I often end up with several nested foreach
loops and sometimes when writing general functions (e.g. for a package) there is no level which is obvious to parallelize
The issue that you raise was the motivation for the foreach nesting operator, '%:%'. If the body of the inner loop takes a substantial amount of compute time, you're pretty safe using:
foreach(i = 1:I) %:%
foreach(j = 1:J) %dopar% {
# Do stuff
}
This "unrolls" the nested loops, resulting in (I * J) tasks that can all be executed in parallel.
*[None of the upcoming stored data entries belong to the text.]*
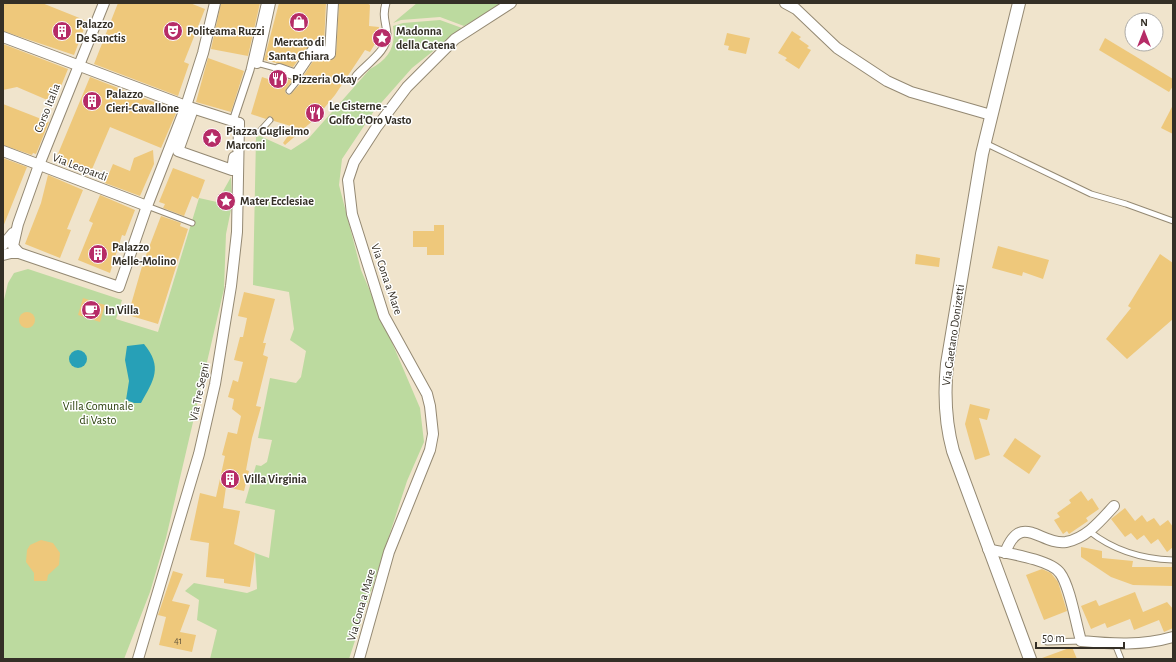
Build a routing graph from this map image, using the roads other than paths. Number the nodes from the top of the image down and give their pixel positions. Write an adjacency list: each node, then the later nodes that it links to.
1 (104, 3): 12 (street, Corso Italia)
2 (215, 3): 17 (street)
3 (265, 3): 20 (street)
4 (270, 3): 11 (street)
5 (333, 3): 14 (street)
6 (386, 3): 15 (street)
7 (511, 3): 43 (street, Via Cona a Mare)
8 (785, 3): 18 (street)
9 (1019, 3): 18 (street, Via Gaetano Donizetti)
10 (3, 37): 12 (street)
11 (257, 63): 13 (lane)
12 (78, 66): 17 (street); 24 (street, Corso Italia)
13 (279, 69): 14 (street)
14 (296, 75): 16 (lane)
15 (356, 76)
16 (290, 91)
17 (190, 108): 20 (street); 20 (street); 25 (street)
18 (991, 115): 22 (street, Via Gaetano Donizetti)
19 (270, 120): 21 (lane)
20 (236, 122): 42 (street, Via Tre Segni)
21 (260, 131)
22 (985, 143): 26 (lane); 33 (street, Via Gaetano Donizetti)
23 (3, 151): 24 (street, Via Leopardi)
24 (39, 165): 25 (street, Via Leopardi); 28 (street, Corso Italia)
25 (147, 206): 27 (lane); 29 (street)
26 (1173, 221)
27 (192, 223)
28 (9, 241): 29 (street)
29 (19, 253): 30 (street)
30 (3, 255)
31 (1114, 506): 32 (street)
32 (1089, 531): 34 (street); 36 (lane)
33 (988, 549): 34 (street); 44 (street, Via Gaetano Donizetti)
34 (1005, 553): 39 (street)
35 (1173, 556): 36 (lane)
36 (1166, 560): 37 (lane)
37 (1173, 560)
38 (1173, 637): 41 (street)
39 (1081, 641): 40 (lane); 41 (street)
40 (1047, 642)
41 (1115, 644): 45 (lane)
42 (138, 659)
43 (359, 659)
44 (1030, 659)
45 (1121, 659)

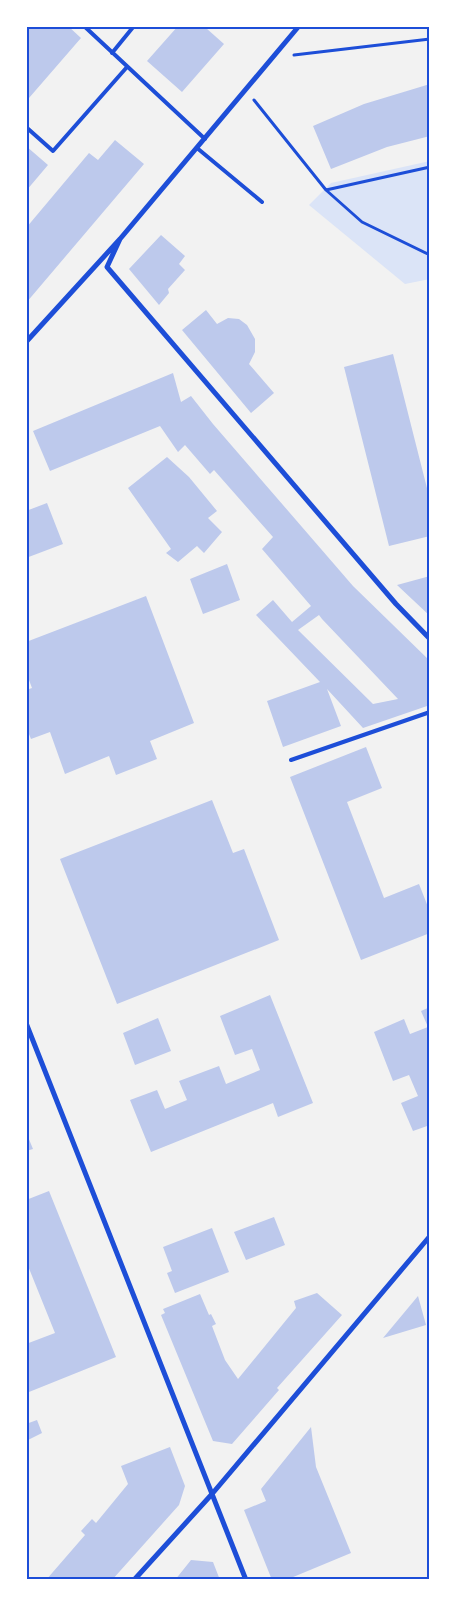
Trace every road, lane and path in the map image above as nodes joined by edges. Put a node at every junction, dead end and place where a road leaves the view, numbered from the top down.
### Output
1 (84, 26) edge
2 (134, 26) edge
3 (299, 26) edge
4 (430, 39) edge
5 (111, 52) junction
6 (271, 58) junction
7 (127, 67) junction
8 (246, 89) junction
9 (184, 118) junction
10 (26, 127) edge
11 (205, 139) junction
12 (197, 148) junction
13 (430, 167) edge
14 (326, 190) junction
15 (262, 202) dead end
16 (120, 239) junction
17 (430, 254) edge
18 (26, 342) edge
19 (430, 639) edge
20 (430, 712) edge
21 (291, 760) dead end
22 (26, 1023) edge
23 (430, 1236) edge
24 (212, 1494) junction
25 (134, 1580) edge
26 (246, 1580) edge

1 - 5 lane
2 - 5 lane
3 - 6 street
4 - 6 path
5 - 7 lane
5 - 9 lane
6 - 8 street
7 - 9 lane
7 - 10 lane
8 - 11 street
8 - 14 path
9 - 11 lane
11 - 12 street
12 - 15 lane
12 - 16 street
13 - 14 path
14 - 17 path
16 - 18 street
16 - 19 street
20 - 21 lane
22 - 24 street
23 - 24 street
24 - 25 street
24 - 26 street

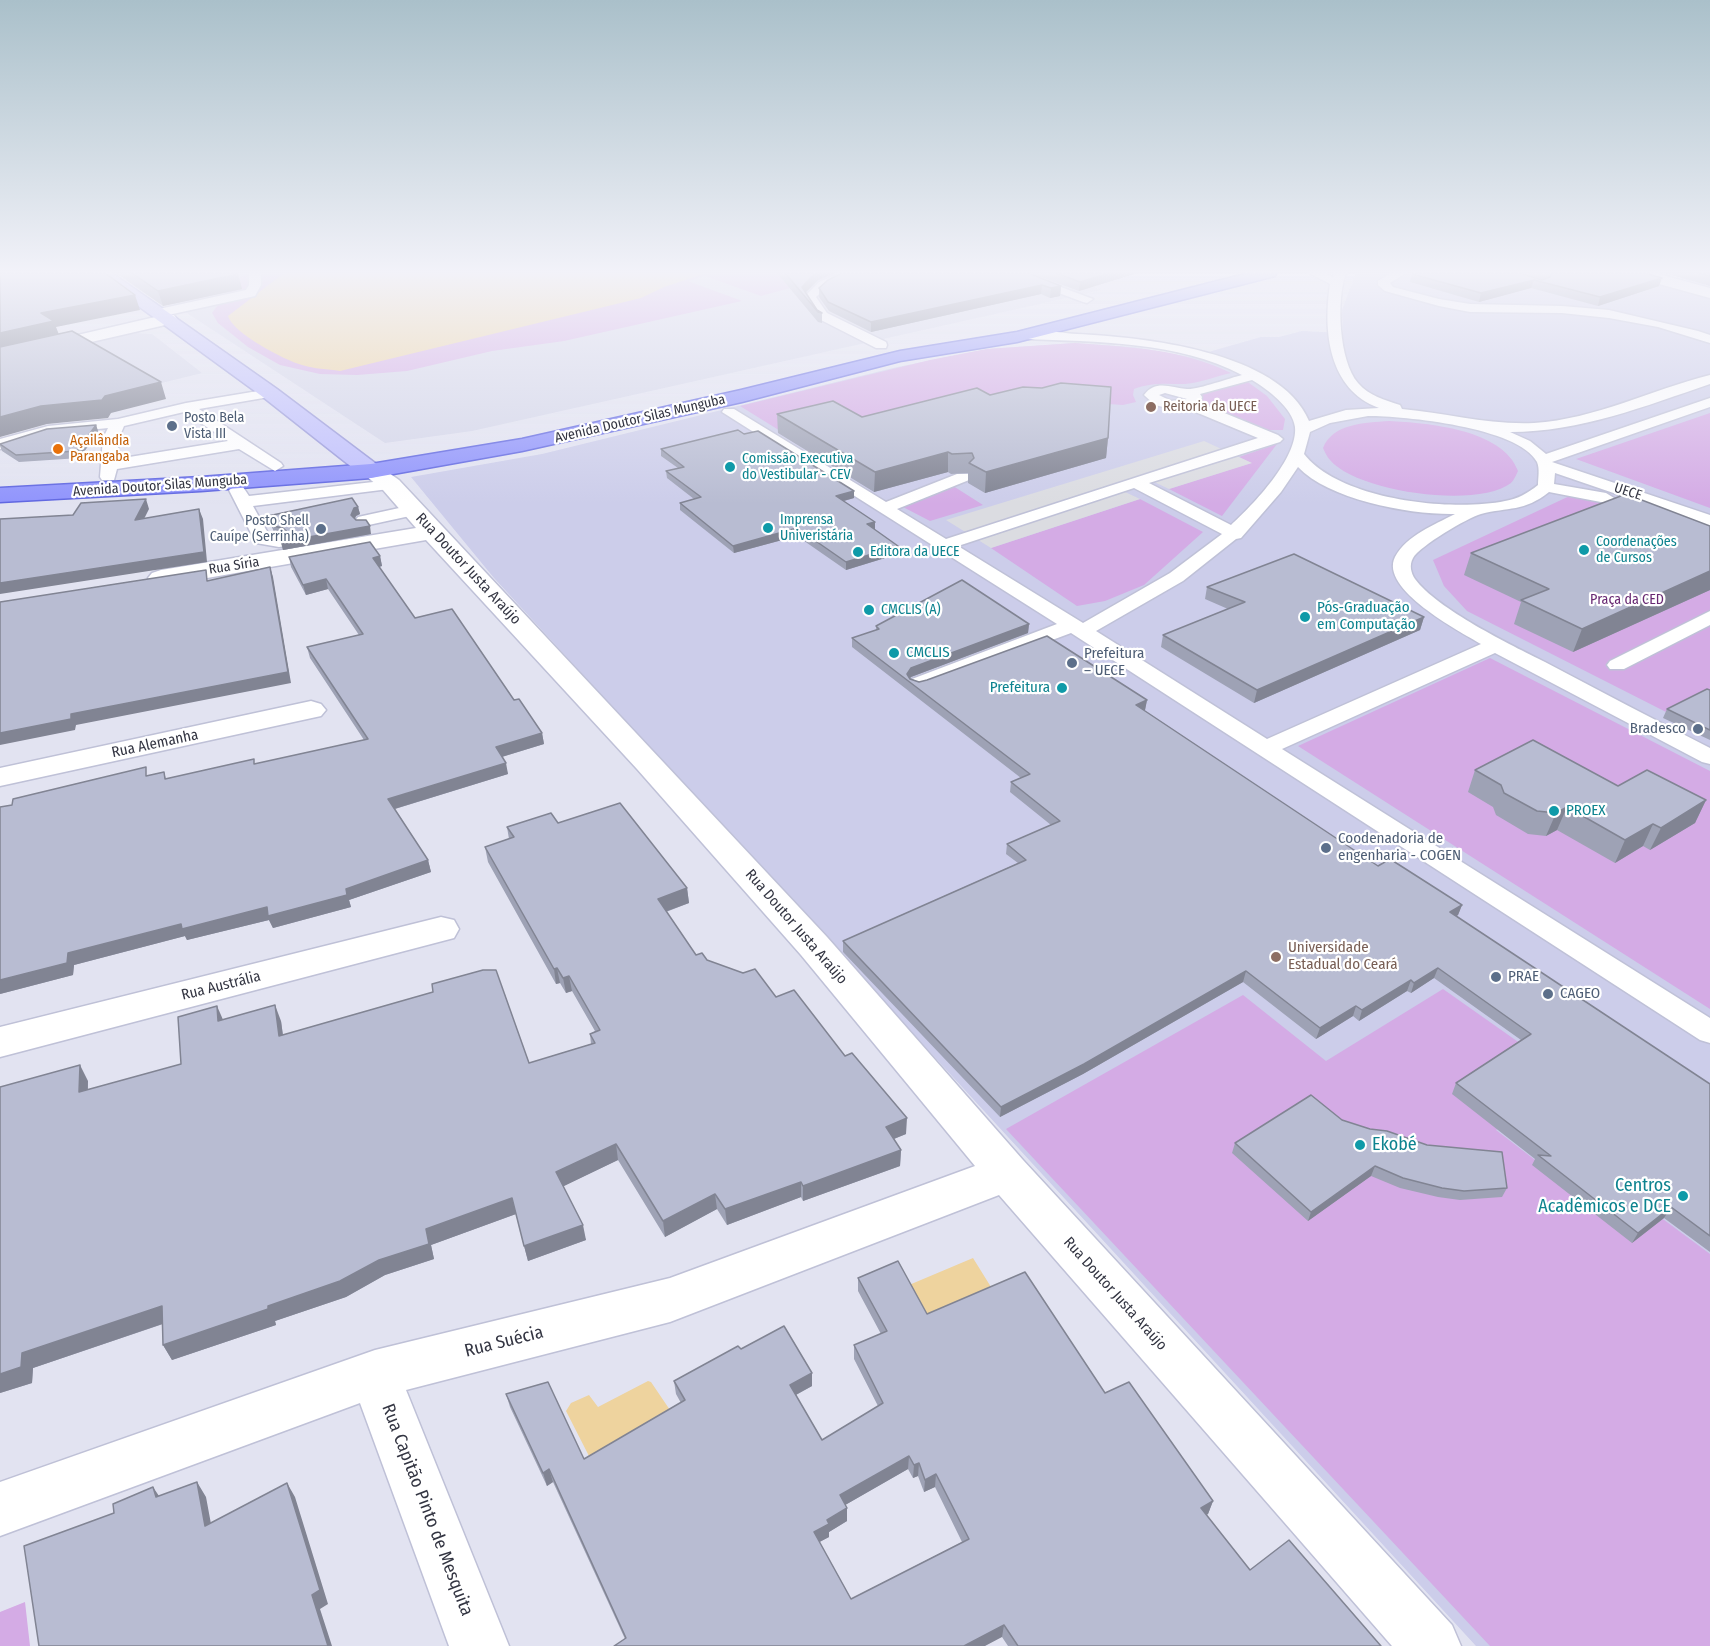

If the body of the inner loop doesn't take much time, the solution is more difficult. The standard solution is to parallelize the outer loop, but that could still result in either many small tasks (when I is large and J is small) or a few large tasks (when I is small and J is large).
My favorite solution is to use the nesting operator with task chunking. Here's a complete example using the doMPI backend:
library(doMPI)
cl <- startMPIcluster()
registerDoMPI(cl)
I <- 100; J <- 2
opt <- list(chunkSize=10)
foreach(i = 1:I, .combine='cbind', .options.mpi=opt) %:%
foreach(j = 1:J, .combine='c') %dopar% {
(i * j)
}
closeCluster(cl)
This results in 20 "task chunks", each consisting of 10 computations of the loop body. If you want to have a single task chunk for each worker, you can compute the chunk size as:
cs <- ceiling((I * J) / getDoParWorkers())
opt <- list(chunkSize=cs)
Unfortunately, not all parallel backends support task chunking. Also, doMPI doesn't support Windows.
For more information on this topic, see my vignette "Nesting Foreach Loops" in the foreach package:
library(foreach)
vignette('nesting')